Fisheries reforms announced by the Queensland government today are a vital part of reforming the state’s commercial fisheries, but more is needed to help endangered marine wildlife, the Australian Marine Conservation Society (AMCS) says.
The changes announced form part of the Palaszczuk Government’s Sustainable Fisheries Strategy 2017-2027.
The new rules mean better management of sharks caught in the Great Barrier Reef, and huge fisheries will be broken down into smaller regions making the management of fish stocks easier to control. This will improve the sustainability of the state’s fisheries and is good news, says AMCS Fisheries and Threatened Species campaign manager Tooni Mahto.
However, vital components are missing, including independent monitoring and measures that stop threatened species like dugongs and turtles from dying in killer gillnets.
Earlier this month, Federal Minister for the Environment, Sussan Ley, informed the Queensland Government that, as they were in breach of conditions attached to the environmental accreditation of a key Queensland fishery that operates within the Great Barrier Reef Marine Park, the export license of that fishery would be revoked. The revocation comes into force today (September 30).
The reforms announced today do not go far enough, and mean the Queensland government will continue to fail to meet agreed conditions for sustainable fishing in the East Coast Inshore Fin Fish Fishery (ECIFFF).
Ms Mahto said: “These reforms are welcome progress towards sustainable fishing in Queensland waters, but there is a long way to go before wildlife gets the protection it needs, particularly in the Great Barrier Reef.
“Moving commercial fishing in Queensland towards a more modern system by regionalising huge fisheries is a welcome step from the Queensland government, meaning fish stocks in different areas can be more meaningfully monitored and catch rates capped where they need to be to keep fishing sustainable.
“However, urgent and outstanding reforms remain if the government is to stop the deaths of dugongs, turtles and dolphins in fishing nets on our Great Barrier Reef.
“For the resilience of the Reef, to give it the best chance of adapting to warming waters as a result of climate change, commercial fishing needs to be managed to a gold standard. These regulations are a big step towards ensuring this is the case but significant work remains to be done.
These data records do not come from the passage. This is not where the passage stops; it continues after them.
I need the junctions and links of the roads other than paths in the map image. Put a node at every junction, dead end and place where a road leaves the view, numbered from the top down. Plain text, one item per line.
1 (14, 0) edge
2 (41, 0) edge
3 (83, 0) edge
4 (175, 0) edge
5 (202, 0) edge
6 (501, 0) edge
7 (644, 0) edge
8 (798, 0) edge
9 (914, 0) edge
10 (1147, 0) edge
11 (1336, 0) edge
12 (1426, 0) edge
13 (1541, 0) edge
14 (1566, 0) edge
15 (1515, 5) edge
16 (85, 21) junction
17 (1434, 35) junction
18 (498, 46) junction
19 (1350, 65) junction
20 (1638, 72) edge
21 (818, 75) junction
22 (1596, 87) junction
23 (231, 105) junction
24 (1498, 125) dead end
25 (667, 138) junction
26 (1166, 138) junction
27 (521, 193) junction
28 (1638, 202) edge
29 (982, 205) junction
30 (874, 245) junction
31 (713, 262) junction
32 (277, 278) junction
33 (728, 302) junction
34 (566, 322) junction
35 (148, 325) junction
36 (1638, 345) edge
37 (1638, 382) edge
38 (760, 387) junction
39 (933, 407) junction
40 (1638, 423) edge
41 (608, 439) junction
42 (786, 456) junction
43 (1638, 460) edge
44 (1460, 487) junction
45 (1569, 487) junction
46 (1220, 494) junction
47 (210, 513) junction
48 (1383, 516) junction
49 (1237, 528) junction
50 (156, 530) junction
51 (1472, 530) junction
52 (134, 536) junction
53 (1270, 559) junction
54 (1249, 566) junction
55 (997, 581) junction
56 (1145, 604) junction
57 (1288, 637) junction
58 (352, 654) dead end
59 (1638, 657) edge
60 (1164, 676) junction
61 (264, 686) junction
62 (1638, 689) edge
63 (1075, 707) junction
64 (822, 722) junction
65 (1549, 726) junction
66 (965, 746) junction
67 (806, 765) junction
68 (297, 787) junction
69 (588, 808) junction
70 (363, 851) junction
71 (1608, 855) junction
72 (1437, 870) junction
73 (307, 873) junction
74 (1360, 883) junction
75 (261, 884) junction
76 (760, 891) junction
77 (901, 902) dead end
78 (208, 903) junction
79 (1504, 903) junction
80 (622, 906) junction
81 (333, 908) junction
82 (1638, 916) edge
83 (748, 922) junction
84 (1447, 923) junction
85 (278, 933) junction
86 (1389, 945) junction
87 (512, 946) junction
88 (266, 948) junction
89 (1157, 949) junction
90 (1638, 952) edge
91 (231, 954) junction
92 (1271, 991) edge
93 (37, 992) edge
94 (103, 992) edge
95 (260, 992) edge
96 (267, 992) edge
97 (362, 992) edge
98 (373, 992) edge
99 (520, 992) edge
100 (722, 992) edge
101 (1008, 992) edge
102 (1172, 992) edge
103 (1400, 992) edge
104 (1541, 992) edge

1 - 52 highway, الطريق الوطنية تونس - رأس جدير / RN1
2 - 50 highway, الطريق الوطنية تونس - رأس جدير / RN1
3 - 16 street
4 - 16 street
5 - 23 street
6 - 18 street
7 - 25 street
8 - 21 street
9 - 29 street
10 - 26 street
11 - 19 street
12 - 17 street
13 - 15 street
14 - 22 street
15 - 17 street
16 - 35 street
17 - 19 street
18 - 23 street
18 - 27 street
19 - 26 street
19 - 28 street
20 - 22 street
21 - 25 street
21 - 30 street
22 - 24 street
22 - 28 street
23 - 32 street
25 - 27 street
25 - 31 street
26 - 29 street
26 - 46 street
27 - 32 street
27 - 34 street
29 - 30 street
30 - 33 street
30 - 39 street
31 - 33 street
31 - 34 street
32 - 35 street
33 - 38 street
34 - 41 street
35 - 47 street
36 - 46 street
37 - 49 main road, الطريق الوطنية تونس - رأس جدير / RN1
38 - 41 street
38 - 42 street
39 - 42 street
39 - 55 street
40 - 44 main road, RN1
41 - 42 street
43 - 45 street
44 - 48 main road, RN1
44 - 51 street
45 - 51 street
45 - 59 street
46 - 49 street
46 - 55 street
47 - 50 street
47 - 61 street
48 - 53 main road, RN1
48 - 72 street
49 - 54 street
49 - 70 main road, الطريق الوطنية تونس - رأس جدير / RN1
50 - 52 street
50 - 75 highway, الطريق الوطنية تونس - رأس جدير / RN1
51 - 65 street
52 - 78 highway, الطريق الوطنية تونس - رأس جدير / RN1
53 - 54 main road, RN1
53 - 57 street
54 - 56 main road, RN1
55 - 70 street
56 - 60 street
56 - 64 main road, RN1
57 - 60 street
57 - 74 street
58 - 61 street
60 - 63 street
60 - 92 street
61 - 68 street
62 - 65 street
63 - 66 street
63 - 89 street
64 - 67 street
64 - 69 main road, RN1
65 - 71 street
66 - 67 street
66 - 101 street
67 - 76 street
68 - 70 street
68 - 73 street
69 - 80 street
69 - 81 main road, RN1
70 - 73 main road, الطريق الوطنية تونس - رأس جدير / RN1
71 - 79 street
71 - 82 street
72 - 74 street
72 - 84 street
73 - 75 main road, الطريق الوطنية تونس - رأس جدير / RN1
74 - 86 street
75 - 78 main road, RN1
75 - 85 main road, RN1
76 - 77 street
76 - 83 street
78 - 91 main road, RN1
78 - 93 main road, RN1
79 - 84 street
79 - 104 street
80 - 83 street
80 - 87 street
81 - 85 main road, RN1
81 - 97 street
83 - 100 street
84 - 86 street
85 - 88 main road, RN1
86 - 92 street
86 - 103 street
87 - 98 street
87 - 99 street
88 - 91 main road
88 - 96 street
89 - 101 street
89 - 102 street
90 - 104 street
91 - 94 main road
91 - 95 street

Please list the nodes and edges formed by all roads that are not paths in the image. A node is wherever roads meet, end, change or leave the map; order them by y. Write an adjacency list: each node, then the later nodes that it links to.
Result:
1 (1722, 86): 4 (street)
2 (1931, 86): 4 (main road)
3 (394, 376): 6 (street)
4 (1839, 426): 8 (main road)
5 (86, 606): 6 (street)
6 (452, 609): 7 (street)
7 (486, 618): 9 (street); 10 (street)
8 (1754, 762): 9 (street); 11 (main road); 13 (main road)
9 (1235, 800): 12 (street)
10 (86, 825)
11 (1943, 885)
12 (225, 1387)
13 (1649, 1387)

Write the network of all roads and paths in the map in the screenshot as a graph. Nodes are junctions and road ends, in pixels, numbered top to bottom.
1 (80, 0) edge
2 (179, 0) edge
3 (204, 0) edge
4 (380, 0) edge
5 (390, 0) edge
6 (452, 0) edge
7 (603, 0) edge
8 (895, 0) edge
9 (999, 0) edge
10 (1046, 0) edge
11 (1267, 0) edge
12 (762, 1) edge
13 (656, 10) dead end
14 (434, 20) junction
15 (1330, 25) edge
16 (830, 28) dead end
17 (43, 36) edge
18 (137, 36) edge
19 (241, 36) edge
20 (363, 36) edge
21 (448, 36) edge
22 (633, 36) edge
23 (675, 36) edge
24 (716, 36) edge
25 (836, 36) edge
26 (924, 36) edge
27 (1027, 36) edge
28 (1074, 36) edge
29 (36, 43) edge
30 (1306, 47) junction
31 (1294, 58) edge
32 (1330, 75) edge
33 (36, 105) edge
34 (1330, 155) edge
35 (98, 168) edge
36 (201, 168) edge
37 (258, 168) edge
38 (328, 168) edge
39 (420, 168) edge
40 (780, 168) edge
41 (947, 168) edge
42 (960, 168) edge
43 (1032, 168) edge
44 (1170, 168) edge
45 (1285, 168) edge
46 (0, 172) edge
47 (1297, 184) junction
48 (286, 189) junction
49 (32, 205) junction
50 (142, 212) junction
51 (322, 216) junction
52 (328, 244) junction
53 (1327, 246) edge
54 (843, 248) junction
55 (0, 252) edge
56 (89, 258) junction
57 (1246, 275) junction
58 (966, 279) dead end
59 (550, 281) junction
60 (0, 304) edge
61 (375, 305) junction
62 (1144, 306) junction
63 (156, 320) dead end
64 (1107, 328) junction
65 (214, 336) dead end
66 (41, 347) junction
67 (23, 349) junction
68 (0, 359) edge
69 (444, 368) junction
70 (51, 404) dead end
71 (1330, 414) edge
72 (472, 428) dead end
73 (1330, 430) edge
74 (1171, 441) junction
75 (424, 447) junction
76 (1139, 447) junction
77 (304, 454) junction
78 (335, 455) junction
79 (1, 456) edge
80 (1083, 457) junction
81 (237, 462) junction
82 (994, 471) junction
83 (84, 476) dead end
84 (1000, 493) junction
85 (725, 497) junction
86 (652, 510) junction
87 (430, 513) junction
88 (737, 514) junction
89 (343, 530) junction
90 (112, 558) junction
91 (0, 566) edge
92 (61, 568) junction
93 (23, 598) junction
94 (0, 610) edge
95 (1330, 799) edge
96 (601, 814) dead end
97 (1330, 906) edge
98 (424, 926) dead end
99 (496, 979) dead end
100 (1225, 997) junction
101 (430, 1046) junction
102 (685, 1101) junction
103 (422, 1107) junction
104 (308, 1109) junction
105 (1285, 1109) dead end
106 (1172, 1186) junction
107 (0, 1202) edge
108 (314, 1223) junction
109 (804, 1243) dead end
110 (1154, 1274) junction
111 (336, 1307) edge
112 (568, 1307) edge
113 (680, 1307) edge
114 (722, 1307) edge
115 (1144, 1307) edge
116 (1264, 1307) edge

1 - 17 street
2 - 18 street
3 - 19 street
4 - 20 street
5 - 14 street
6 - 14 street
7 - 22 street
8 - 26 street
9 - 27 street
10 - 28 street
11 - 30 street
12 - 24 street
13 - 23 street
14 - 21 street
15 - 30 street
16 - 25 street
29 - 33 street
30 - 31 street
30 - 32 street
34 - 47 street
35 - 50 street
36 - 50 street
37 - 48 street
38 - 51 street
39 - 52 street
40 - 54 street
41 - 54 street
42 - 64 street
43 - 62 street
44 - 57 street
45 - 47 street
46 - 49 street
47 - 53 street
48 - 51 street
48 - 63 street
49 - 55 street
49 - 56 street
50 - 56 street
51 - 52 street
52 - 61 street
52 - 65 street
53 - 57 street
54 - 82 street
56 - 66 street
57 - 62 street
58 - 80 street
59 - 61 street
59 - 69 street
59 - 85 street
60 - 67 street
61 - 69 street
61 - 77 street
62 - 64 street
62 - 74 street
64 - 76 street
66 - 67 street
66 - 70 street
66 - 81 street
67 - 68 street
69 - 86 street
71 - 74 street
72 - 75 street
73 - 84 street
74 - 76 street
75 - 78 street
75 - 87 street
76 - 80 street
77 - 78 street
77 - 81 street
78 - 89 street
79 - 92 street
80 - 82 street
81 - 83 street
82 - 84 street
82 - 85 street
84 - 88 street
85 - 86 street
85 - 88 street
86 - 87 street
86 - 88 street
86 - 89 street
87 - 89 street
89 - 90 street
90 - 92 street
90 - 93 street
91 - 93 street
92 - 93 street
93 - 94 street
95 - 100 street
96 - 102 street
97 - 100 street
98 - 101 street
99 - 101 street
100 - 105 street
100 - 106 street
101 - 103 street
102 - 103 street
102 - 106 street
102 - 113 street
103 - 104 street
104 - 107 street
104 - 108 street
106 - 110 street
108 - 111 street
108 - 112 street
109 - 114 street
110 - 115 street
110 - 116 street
“We are looking forward to working with any Queensland Government to deliver a long term vision for more sustainable fisheries in Queensland waters. It will lead to better outcomes for iconic marine wildlife and will help ease the pressure on our Reef.
“We call both sides in the upcoming state election to commit to the sustainable fisheries plan to protect marine wildlife, as well as the interests of commercial and recreational fishing and tourism long into the future,” concluded Ms Mahto.